Sometimes up, sometimes down on the seesaw: Experiencing industrial investment and disinvestment in Budapest’s Ganz-MÁVAG manufacturing site
Abstract
Drawing on Neil Smith’s “seesaw” metaphor of uneven development, this paper examines how historical cycles of industrial investment and disinvestment were/are lived, experienced, and narrated in Budapest’s former Ganz-MÁVAG manufacturing site. Methodologically, we combine extensive document analysis and qualitative interviewing, including non-conventional interview formats.
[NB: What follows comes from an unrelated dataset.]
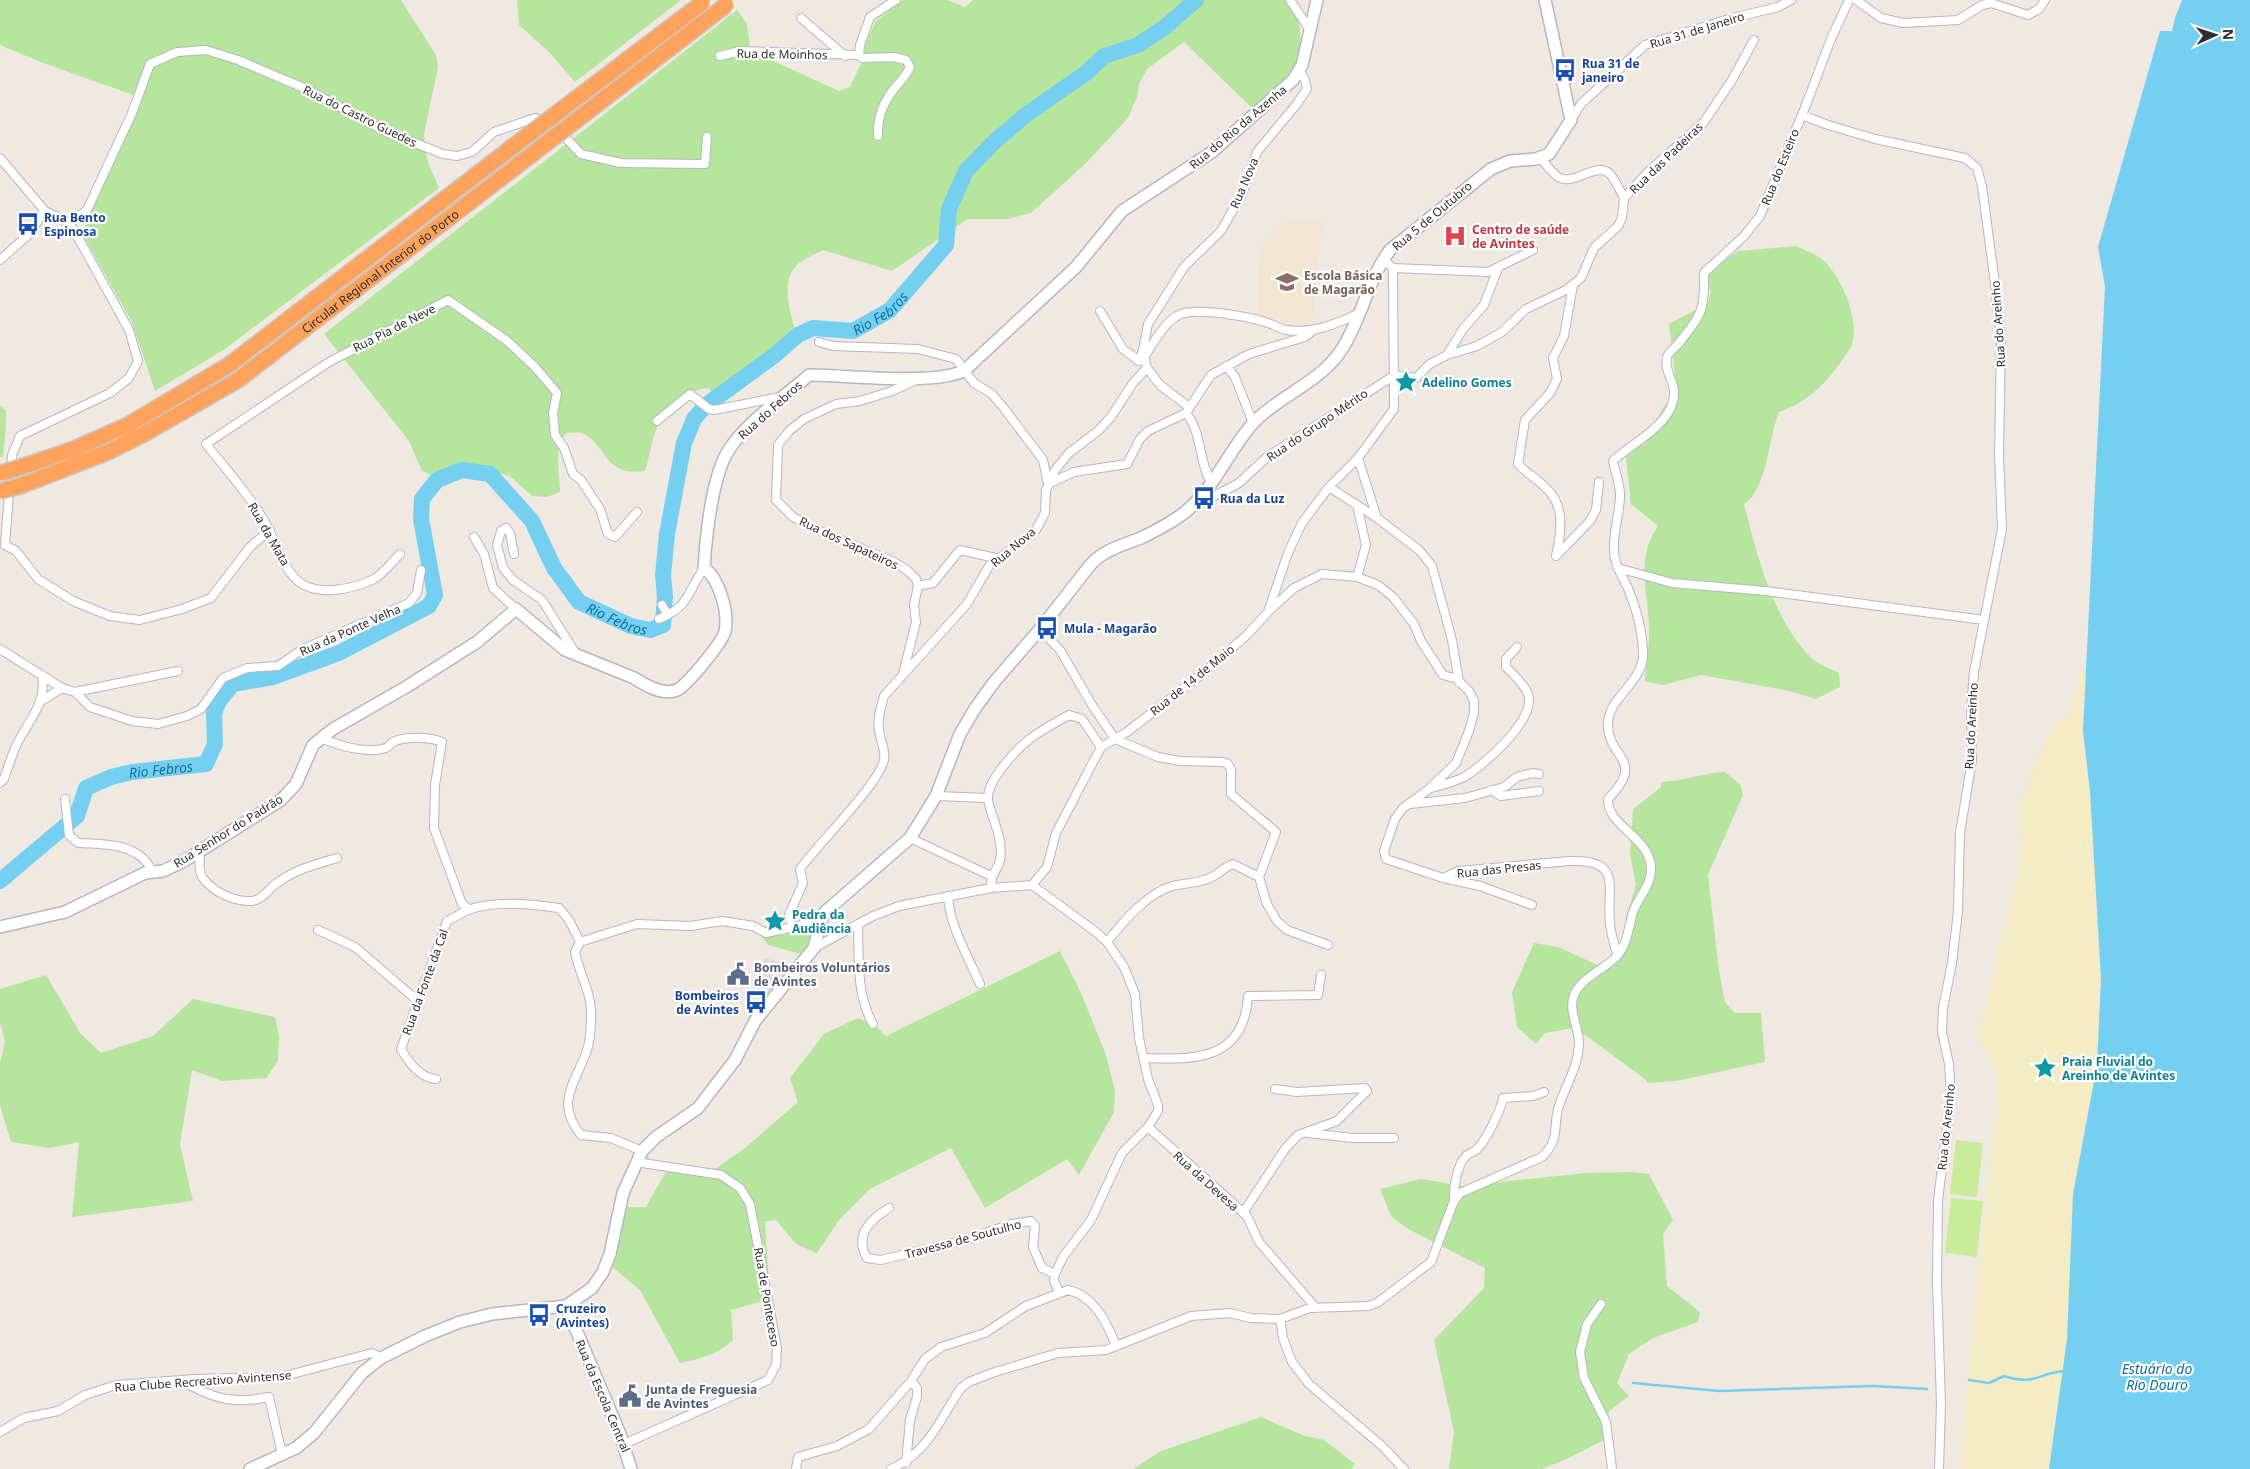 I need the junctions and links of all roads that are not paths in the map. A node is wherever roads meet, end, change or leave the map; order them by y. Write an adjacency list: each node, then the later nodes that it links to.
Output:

Empirically, the findings show that “up” and “down” positions on capital’s seesaw were experienced in highly ambivalent and differentiated ways: socialist-era “being up” could be narrated simultaneously as security and pride, but also as constraint and frustration, while post-socialist “being down” unfolded as an affectively intense rupture, often entailing not only job loss but the withdrawal of paternalistic care, community life, and local infrastructures. The subsequent “up again” trajectory was brought about by reinvestment through trade/logistics, although frequently framed through cultural distance and ethnicised boundary-making. Overall, we conclude that Smith’s seesaw is not merely apolitical-economic model but a heuristic for tracing how uneven development becomes classed, ethnicised, and spatialised in everyday life – and that the form of reinvestment matters at least as much as its magnitude.